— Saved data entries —
--- START ---
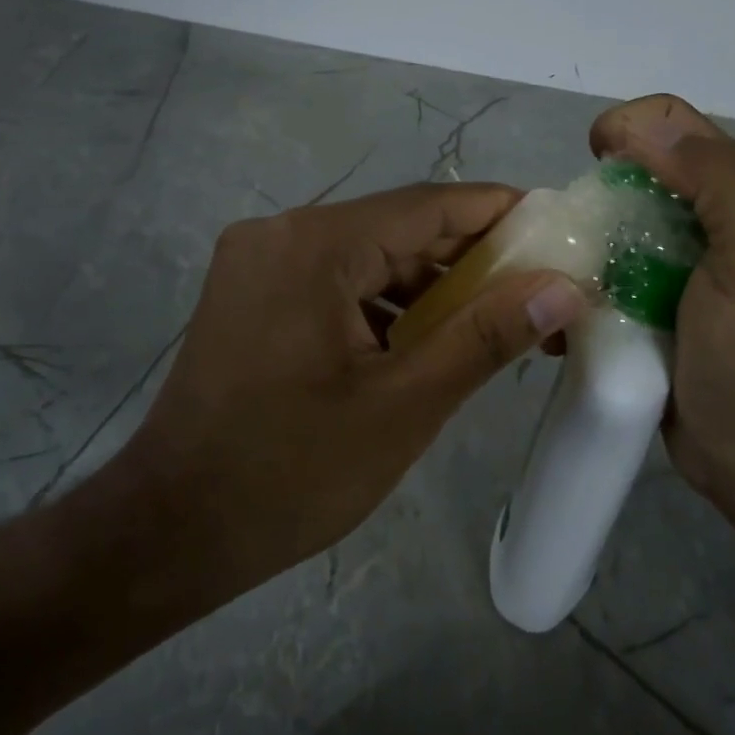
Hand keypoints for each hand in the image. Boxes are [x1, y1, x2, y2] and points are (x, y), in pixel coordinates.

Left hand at [117, 183, 587, 598]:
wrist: (171, 529)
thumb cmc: (291, 473)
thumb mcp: (404, 406)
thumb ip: (486, 336)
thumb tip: (563, 287)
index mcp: (315, 245)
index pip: (428, 205)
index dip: (498, 213)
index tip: (557, 232)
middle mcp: (281, 232)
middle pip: (396, 227)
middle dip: (467, 257)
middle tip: (535, 290)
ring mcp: (258, 260)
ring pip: (365, 253)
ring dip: (425, 283)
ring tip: (488, 321)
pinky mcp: (250, 291)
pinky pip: (332, 278)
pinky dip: (380, 301)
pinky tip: (418, 339)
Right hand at [589, 95, 734, 501]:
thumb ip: (720, 185)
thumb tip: (644, 131)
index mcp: (733, 195)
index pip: (672, 124)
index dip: (628, 126)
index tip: (593, 161)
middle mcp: (701, 218)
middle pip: (634, 168)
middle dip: (594, 184)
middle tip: (570, 227)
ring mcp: (668, 261)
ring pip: (609, 218)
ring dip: (576, 234)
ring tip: (556, 269)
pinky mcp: (642, 298)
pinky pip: (598, 266)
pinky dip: (575, 276)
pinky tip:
--- END ---
— WHAT IS REQUIRED —
Could you output every record above exactly as written, leaving out the pictures?

— RESPONSE BOX —
Hand keypoints for each hand in the image. Boxes are [x1, y1, x2, y2] and points are (x, y), in pixel coordinates.

Left hand at [117, 183, 587, 598]:
wrist: (171, 529)
thumb cmc: (291, 473)
thumb mcp: (404, 406)
thumb ip: (486, 336)
thumb tip: (563, 287)
index mcp: (315, 245)
index pip: (428, 205)
index dip: (498, 213)
index tip: (557, 232)
middle mcp: (281, 232)
middle pip: (396, 227)
middle dip: (467, 257)
middle tip: (535, 290)
ring mcp: (258, 260)
ring pip: (365, 253)
ring dip: (425, 283)
ring tip: (488, 321)
pinky mcp: (250, 291)
pinky pip: (332, 278)
pinky dip: (380, 301)
pinky tip: (418, 339)
Right hand at [589, 95, 734, 501]:
thumb ip: (720, 185)
thumb tip: (644, 131)
index mcp: (733, 195)
index pip: (672, 124)
index dip: (628, 126)
index tip: (593, 161)
middle mcp: (701, 218)
middle pip: (634, 168)
middle dip: (594, 184)
middle tip: (570, 227)
ring mcp: (668, 261)
ring pip: (609, 218)
ring dip: (576, 234)
ring tip: (556, 269)
pinky mcp: (642, 298)
pinky pip: (598, 266)
pinky dip: (575, 276)
pinky tip:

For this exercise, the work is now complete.